*** Begin section ***
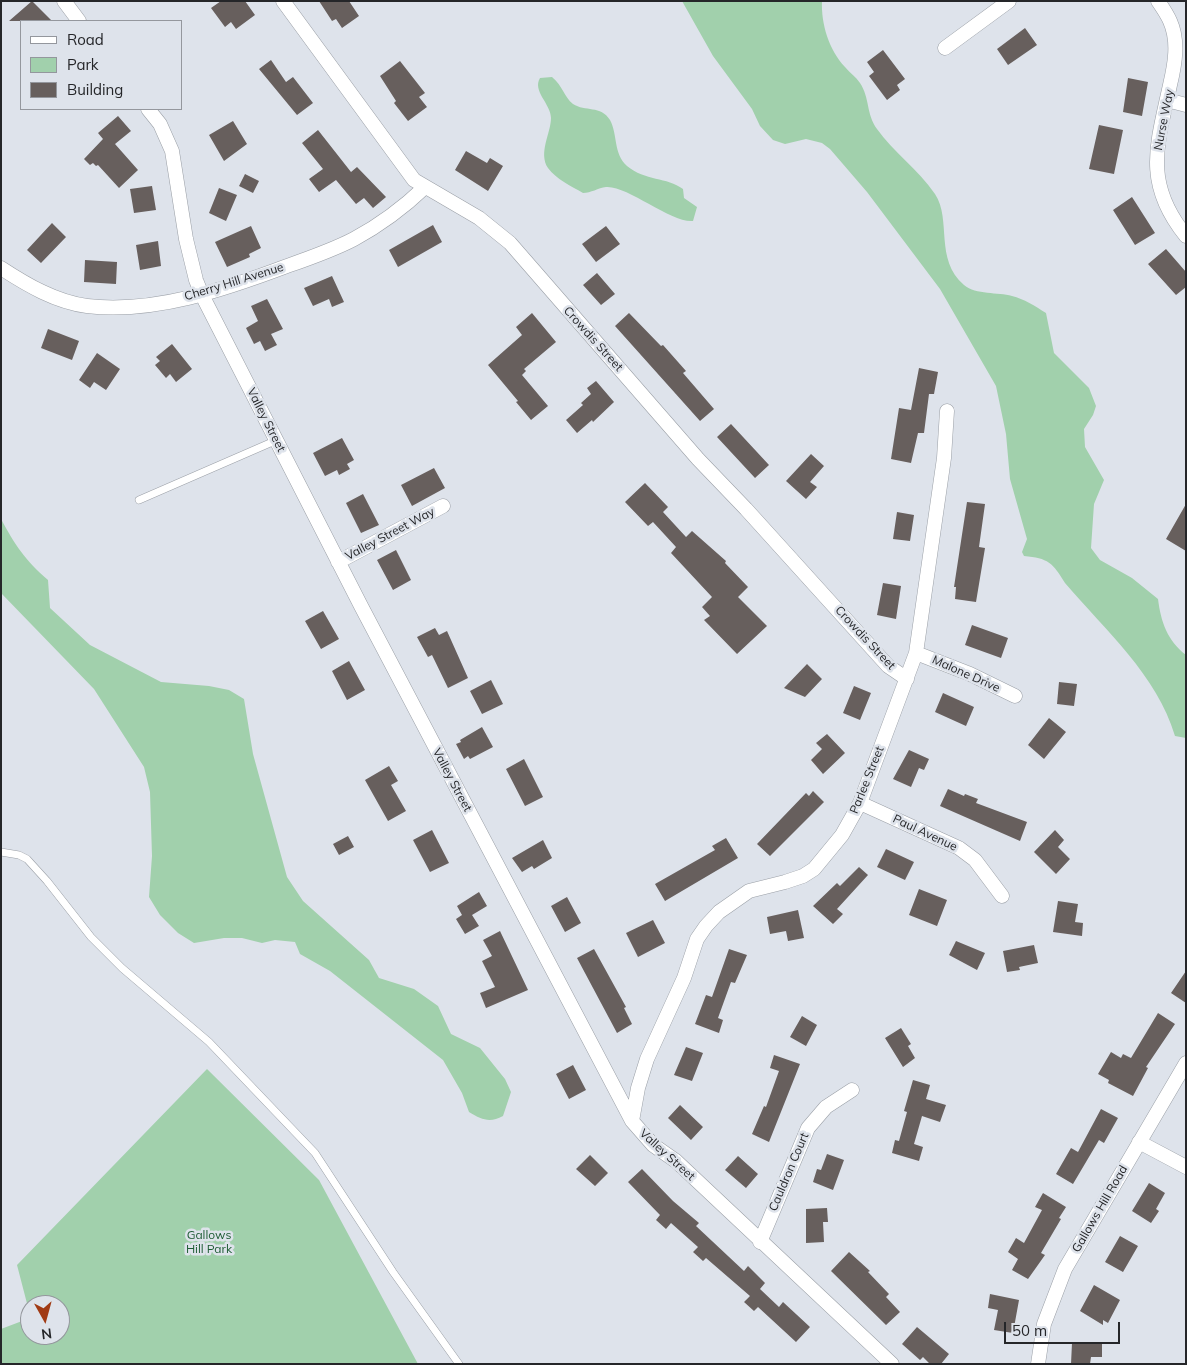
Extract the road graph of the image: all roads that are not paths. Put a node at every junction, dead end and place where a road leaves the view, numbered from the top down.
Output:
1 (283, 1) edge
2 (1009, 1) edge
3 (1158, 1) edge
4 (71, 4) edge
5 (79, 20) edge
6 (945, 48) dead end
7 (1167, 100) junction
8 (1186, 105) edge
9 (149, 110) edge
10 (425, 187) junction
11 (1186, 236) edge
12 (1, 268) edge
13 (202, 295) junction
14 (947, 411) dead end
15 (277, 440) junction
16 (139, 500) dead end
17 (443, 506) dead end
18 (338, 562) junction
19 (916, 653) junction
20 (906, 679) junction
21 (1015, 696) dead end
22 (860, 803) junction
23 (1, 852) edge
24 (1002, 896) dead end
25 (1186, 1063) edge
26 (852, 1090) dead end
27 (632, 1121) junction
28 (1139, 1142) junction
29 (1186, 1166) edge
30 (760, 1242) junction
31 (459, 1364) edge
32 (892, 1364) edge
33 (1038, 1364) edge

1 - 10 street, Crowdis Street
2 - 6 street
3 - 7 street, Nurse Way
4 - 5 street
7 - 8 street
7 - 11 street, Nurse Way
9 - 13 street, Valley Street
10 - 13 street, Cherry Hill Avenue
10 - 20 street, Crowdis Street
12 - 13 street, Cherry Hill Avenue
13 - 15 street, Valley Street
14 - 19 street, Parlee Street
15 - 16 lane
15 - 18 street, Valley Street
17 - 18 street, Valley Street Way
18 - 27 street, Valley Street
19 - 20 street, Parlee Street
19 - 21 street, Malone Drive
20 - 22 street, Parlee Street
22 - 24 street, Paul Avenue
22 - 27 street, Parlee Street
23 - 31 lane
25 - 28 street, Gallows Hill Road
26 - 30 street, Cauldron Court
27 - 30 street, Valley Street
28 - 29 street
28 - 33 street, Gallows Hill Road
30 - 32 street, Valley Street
*** End section ***
*** Begin section ***
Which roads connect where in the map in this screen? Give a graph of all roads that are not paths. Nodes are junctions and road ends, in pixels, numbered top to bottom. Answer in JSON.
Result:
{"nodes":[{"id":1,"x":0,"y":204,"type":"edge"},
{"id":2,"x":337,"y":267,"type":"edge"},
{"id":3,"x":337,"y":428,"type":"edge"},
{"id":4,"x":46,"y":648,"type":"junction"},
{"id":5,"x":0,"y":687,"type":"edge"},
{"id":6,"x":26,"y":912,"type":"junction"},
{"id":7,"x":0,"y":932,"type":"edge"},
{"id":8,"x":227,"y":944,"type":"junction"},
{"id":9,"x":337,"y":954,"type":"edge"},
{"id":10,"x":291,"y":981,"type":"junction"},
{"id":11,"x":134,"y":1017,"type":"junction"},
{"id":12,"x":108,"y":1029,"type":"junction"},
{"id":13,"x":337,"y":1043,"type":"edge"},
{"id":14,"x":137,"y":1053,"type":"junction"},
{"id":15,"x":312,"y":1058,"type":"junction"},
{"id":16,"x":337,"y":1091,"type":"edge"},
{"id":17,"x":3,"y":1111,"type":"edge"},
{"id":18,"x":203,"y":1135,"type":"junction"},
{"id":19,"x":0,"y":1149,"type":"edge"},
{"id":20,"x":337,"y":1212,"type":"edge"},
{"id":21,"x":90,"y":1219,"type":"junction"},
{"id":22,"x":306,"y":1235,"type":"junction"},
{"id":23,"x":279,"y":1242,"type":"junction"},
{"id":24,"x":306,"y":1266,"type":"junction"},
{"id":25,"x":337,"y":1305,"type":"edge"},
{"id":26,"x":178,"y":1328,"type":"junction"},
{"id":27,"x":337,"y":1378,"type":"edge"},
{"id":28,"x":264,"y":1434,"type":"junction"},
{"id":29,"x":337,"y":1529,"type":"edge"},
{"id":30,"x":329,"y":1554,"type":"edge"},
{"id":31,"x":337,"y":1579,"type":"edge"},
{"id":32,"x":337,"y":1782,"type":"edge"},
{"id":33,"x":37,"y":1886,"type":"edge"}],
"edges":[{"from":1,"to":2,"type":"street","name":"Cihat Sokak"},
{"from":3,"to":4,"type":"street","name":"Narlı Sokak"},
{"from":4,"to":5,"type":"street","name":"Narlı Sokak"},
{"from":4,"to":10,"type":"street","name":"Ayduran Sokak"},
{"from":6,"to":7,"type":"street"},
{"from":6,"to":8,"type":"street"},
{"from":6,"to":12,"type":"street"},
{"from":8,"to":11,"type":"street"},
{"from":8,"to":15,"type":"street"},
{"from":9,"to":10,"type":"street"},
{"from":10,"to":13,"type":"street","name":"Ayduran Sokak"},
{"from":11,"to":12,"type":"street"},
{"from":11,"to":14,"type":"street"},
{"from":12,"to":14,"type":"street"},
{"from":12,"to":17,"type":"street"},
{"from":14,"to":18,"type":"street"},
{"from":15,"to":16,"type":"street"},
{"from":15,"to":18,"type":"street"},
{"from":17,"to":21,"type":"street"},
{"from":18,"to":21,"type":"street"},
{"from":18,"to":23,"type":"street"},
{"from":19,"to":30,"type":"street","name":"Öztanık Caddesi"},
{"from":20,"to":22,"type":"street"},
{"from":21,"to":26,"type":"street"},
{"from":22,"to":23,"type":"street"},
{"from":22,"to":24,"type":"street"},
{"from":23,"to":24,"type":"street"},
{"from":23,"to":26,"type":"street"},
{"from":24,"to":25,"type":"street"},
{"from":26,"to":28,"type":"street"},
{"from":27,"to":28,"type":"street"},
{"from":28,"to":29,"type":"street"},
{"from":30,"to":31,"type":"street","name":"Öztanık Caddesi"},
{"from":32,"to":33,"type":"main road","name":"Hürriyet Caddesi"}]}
*** End section ***
Lines containing the string "Öztanık" in the entries above should be counted. State that number alone.

WRITTEN REPLY: 2